Barriers to healthcare start with the language we use in policy - citizens need to be informed consumers of healthcare and understand the costs of services they receive. Children with disabilities should have access to specialized care. All healthcare plans should include access to mental health professionals.
We should consider value based care instead of reimbursing hospitals for volume of patients. Success in healthcare should be measured by the amount of patients who don't come back with complications. Our ultimate goal should be preventing illness and disease by promoting public health instead of treating recurring problems in vulnerable communities.
North Carolinians deserve options in healthcare - the right provider at the right time, the right service at the right cost. As we create healthcare systems we need to keep everyone in mind: infants, adolescents, men, women, and seniors.
Better, livable communities
There are a lot of components that go into making our communities better, and it starts as early as how we educate our children. Many studies show that better education leads to better overall health and quality of life. Students who attend pre-K have higher graduation rates, which paves the way for better jobs and the benefits that come with steady employment.
If we are intentional about the way we plan our rural, suburban, and urban spaces we can uplift more small businesses, farmers, and families. If we rethink our housing placement and future developments we can prevent crippling damage from severe weather and natural disasters.
A chain is only as strong as its weakest link - communities benefit from the success of the individuals who make it up. When our access to healthcare is more equitable, when our housing is more available and accessible, when our streets are safer and our water is cleaner, when our roads are well maintained, when everyone can put into their community what they get out of it, we all thrive.
Taking care of military families
The top concern of military members considering relocation to North Carolina is the education options that will be available to their children. We need to strengthen the ties between on-base education liaisons and local and state governments to be sure that needs are being met and resources are being adequately provided.
Another significant concern for military families is healthcare. Servicemen and women and their families should not be limited to the military healthcare network only, as special needs and complex health issues require special care. We must vastly improve our mental healthcare options in the military health network.

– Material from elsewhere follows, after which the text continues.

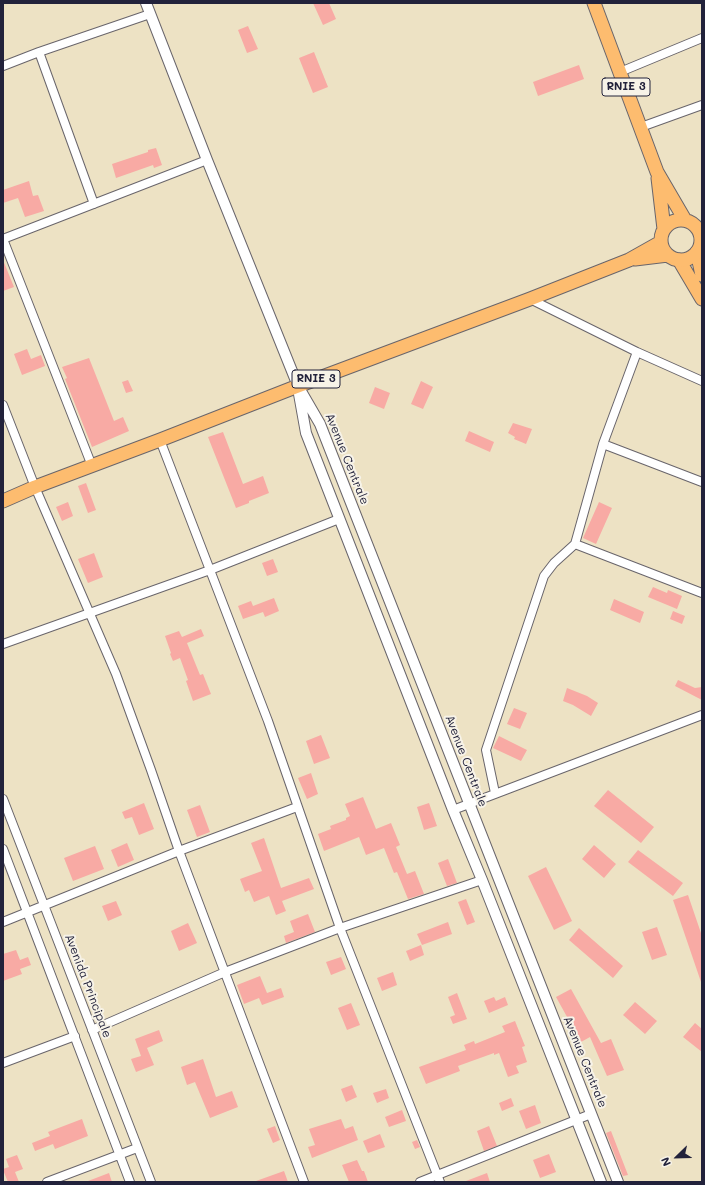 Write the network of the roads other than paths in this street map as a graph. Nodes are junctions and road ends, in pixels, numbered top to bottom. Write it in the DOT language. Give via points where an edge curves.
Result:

One of the largest blocks of the homeless population in the United States, North Carolina being no exception, is veterans. It is a population of people who leave the service with physical disabilities, severe mental health issues, and no job training or continued access to quality healthcare to support them in civilian life. This is both unacceptable and fixable, and must be addressed quickly as an average of four veterans per day move to North Carolina. We can increase facilities like food banks and shelters to combat the homelessness problem, as well as provide job training, transitional housing and re-entry programs for our veterans. If we diversify our housing options and create a loan system for veterans we can combat homelessness, help people find fulfilling jobs, and ease some of the burden on our healthcare system.